A Nobel Prize for Development Economics as an Experimental Science

Fifteen years ago I was an undergrad physics major, and I had just finished a summer spent teaching schoolchildren in Tanzania about HIV. The trip was both inspiring and demoralizing. I had gotten involved because I knew AIDS was important and thought addressing it was a silver bullet to solve all of sub-Saharan Africa’s problems. I came away from the trip having probably accomplished little, but learned a lot about the tangled constellation of challenges facing Tanzanians. They lacked access to higher education, to power, to running water. AIDS was a big problem, but one of many. And could we do anything about these issues? Most of my courses on international development were at best descriptive and at worst defeatist. There were lots of problems, and colonialism was to blame. Or maybe the oil curse. Or trade policy. It was hard to tell.

Just as I was pondering these problems and what I could do about them, talk began to spread about the incredible work being done by Abhijit Banerjee and Esther Duflo. They had started an organization, J-PAL, that was running actual experiments to study solutions to economic and social problems in the world’s poorest places. At this point, my undergraduate courses still emphasized that economics was not an experimental science. But I started reading about this new movement to change that, in development economics in particular, by using RCTs to test the effects of programs and answer first-order economic questions.

At the same time, I also learned about the work being done by Michael Kremer, another of the architects of the experimental revolution in development economics. One of the first development RCT papers I read remains my all-time favorite economics paper: Ted Miguel and Kremer‘s Worms. This paper has it all. They study a specific & important program, and answer first-order questions in health economics. They use a randomized trial, but their analysis is informed by economic theory: because intestinal worm treatment has positive externalities, you will drastically understate the benefits of treatment if you ignore that in your data analysis. And the results were hugely influential: Deworm the World is now implementing school-based deworming around the world. I was sold: I changed career paths and started pursuing development economics. And I became what is often called a randomista, a researcher focused on using randomized trials to study economic issues and solve policy problems in poor countries. Kremer is in fact my academic grandfather: he advised Rebecca Thornton, who in turn advised me.

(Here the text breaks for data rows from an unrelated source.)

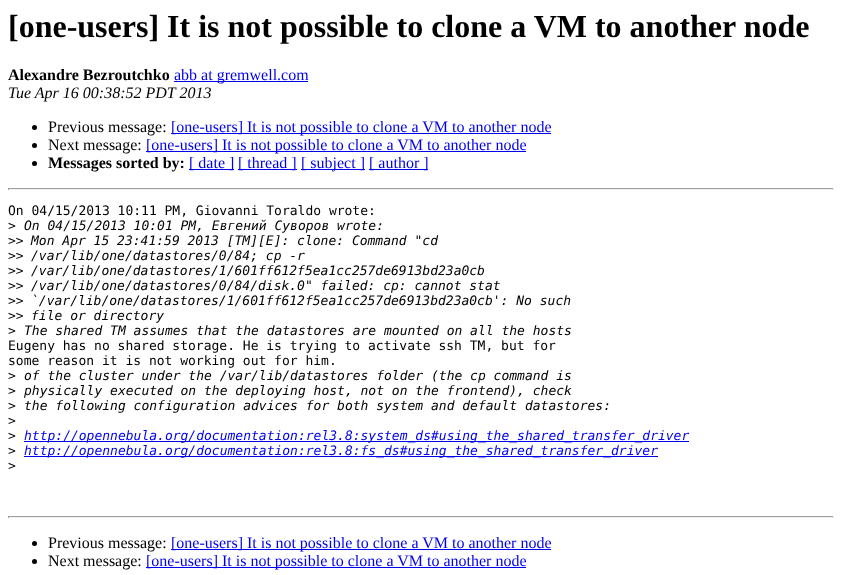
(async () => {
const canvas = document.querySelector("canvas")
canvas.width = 842
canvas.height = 575
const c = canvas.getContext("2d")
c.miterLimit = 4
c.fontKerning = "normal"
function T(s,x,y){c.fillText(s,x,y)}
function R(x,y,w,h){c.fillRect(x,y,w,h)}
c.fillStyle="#fff"
R(0,0,842,575)
c.font="bold 32px Liberation Serif"
c.fillStyle="#000"
T("[one-users] It is not possible to clone a VM to another node",8,37)
c.font="bold 16px Liberation Serif"
T("Alexandre Bezroutchko",8,80)
c.fillStyle="#00e"
R(174,81,134,1)
c.font="16px Liberation Serif"
T("abb at gremwell.com",174,80)
c.font="italic 16px Liberation Serif"
c.fillStyle="#000"
T("Tue Apr 16 00:38:52 PDT 2013",8,98)
c.beginPath()
c.arc(34.5,127.5,2.5,0,7)
c.fill()
c.font="16px Liberation Serif"
T("Previous message:",48,132)
c.fillStyle="#00e"
R(171,133,380,1)
T("[one-users] It is not possible to clone a VM to another node",171,132)
c.fillStyle="#000"
c.beginPath()
c.arc(34.5,145.5,2.5,0,7)
c.fill()
T("Next message:",48,150)
c.fillStyle="#00e"
R(146,151,380,1)
T("[one-users] It is not possible to clone a VM to another node",146,150)
c.fillStyle="#000"
c.beginPath()
c.arc(34.5,163.5,2.5,0,7)
c.fill()
c.font="bold 16px Liberation Serif"
T("Messages sorted by:",48,168)
c.fillStyle="#00e"
R(189,169,45,1)
c.font="16px Liberation Serif"
T("[ date ]",189,168)
R(238,169,59,1)
T("[ thread ]",238,168)
R(301,169,64,1)
T("[ subject ]",301,168)
R(369,169,59,1)
T("[ author ]",369,168)
c.fillStyle="#9f9f9f"
R(8,188,826,1)
c.fillStyle="#eee"
R(833,188,1,2)
R(8,189,826,1)
c.fillStyle="#9f9f9f"
R(8,188,1,2)
c.font="13px DejaVu Sans Mono"
c.fillStyle="#000"
T("On 04/15/2013 10:11 PM, Giovanni Toraldo wrote:",8,215)
T(">",8,230)
c.font="italic 13px DejaVu Sans Mono"
T("On 04/15/2013 10:01 PM, Евгений Суворов wrote:",24,230)
c.font="13px DejaVu Sans Mono"
T(">>",8,245)
c.font="italic 13px DejaVu Sans Mono"
T("Mon Apr 15 23:41:59 2013 [TM][E]: clone: Command \"cd",31,245)
c.font="13px DejaVu Sans Mono"
T(">>",8,260)
c.font="italic 13px DejaVu Sans Mono"
T("/var/lib/one/datastores/0/84; cp -r",31,260)
c.font="13px DejaVu Sans Mono"
T(">>",8,275)
c.font="italic 13px DejaVu Sans Mono"
T("/var/lib/one/datastores/1/601ff612f5ea1cc257de6913bd23a0cb",31,275)
c.font="13px DejaVu Sans Mono"
T(">>",8,290)
c.font="italic 13px DejaVu Sans Mono"
T("/var/lib/one/datastores/0/84/disk.0\" failed: cp: cannot stat",31,290)
c.font="13px DejaVu Sans Mono"
T(">>",8,305)
c.font="italic 13px DejaVu Sans Mono"
T("`/var/lib/one/datastores/1/601ff612f5ea1cc257de6913bd23a0cb': No such",31,305)
c.font="13px DejaVu Sans Mono"
T(">>",8,320)
c.font="italic 13px DejaVu Sans Mono"
T("file or directory",31,320)
c.font="13px DejaVu Sans Mono"
T(">",8,335)
c.font="italic 13px DejaVu Sans Mono"
T("The shared TM assumes that the datastores are mounted on all the hosts",24,335)
c.font="13px DejaVu Sans Mono"
T("Eugeny has no shared storage. He is trying to activate ssh TM, but for",8,350)
T("some reason it is not working out for him.",8,365)
T(">",8,380)
c.font="italic 13px DejaVu Sans Mono"
T("of the cluster under the /var/lib/datastores folder (the cp command is",24,380)
c.font="13px DejaVu Sans Mono"
T(">",8,395)
c.font="italic 13px DejaVu Sans Mono"
T("physically executed on the deploying host, not on the frontend), check",24,395)
c.font="13px DejaVu Sans Mono"
T(">",8,410)
c.font="italic 13px DejaVu Sans Mono"
T("the following configuration advices for both system and default datastores:",24,410)
c.font="13px DejaVu Sans Mono"
T(">",8,425)
T(">",8,440)
c.fillStyle="#00e"
R(24,441,665,1)
c.font="italic 13px DejaVu Sans Mono"
T("http://opennebula.org/documentation:rel3.8:system_ds#using_the_shared_transfer_driver",24,440)
c.font="13px DejaVu Sans Mono"
c.fillStyle="#000"
T(">",8,455)
c.fillStyle="#00e"
R(24,456,634,1)
c.font="italic 13px DejaVu Sans Mono"
T("http://opennebula.org/documentation:rel3.8:fs_ds#using_the_shared_transfer_driver",24,455)
c.font="13px DejaVu Sans Mono"
c.fillStyle="#000"
T(">",8,470)
c.fillStyle="#9f9f9f"
R(8,516,826,1)
c.fillStyle="#eee"
R(833,516,1,2)
R(8,517,826,1)
c.fillStyle="#9f9f9f"
R(8,516,1,2)
c.fillStyle="#000"
c.beginPath()
c.arc(34.5,543.5,2.5,0,7)
c.fill()
c.font="16px Liberation Serif"
T("Previous message:",48,548)
c.fillStyle="#00e"
R(171,549,380,1)
T("[one-users] It is not possible to clone a VM to another node",171,548)
c.fillStyle="#000"
c.beginPath()
c.arc(34.5,561.5,2.5,0,7)
c.fill()
T("Next message:",48,566)
c.fillStyle="#00e"
R(146,567,380,1)
T("[one-users] It is not possible to clone a VM to another node",146,566)
})()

When the Nobel Prize in Economics was awarded to Banerjee, Duflo, and Kremer this Monday, a major reason was because of their tremendous influence on hundreds if not thousands of people with stories like mine. Without their influence, the field of development economics would look entirely different. A huge share of us wouldn’t be economists at all, and if we were we would be doing entirely different things. Beyond development economics per se, the RCT revolution spilled over into other fields. We increasingly think of economics as an experimental science (which was the title of my dissertation) – even when we cannot run actual experiments, we think about our data analysis as approximating an experimental ideal. Field experiments have been used in economics for a long time, but this years prize-winners helped make them into the gold standard for empirical work in the field.

They also helped make experiments the gold standard in studying development interventions, and this has been a colossal change in how we try to help the poor. Whereas once policymakers and donors had to be convinced by researchers that rigorous impact evaluations were important, now they actually seek out research partners to study their ideas. This has meant that we increasingly know what actually works in development, and even more important, what doesn’t work. We can rigorously show that many silver bullets aren’t so shiny after all – for example, additional expansions of microcredit do not transform the lives of the poor.

What is particularly striking and praiseworthy about this award is how early it came. There was a consensus that this trio would win a Nobel prize at some point, but these awards tend to be handed out well after the fact, once time has made researchers’ impact on the field clearer. It is a testament to their tremendous impact on the field of economics that it was already obvious that Duflo, Banerjee, and Kremer were worthy of the Nobel prize, and a credit to the committee that they saw fit to recognize the contributions so quickly. I think it’s fitting that Duflo is now the youngest person ever to win a Nobel prize in economics – given her influence on the field, it’s hard to believe she is just 46 years old.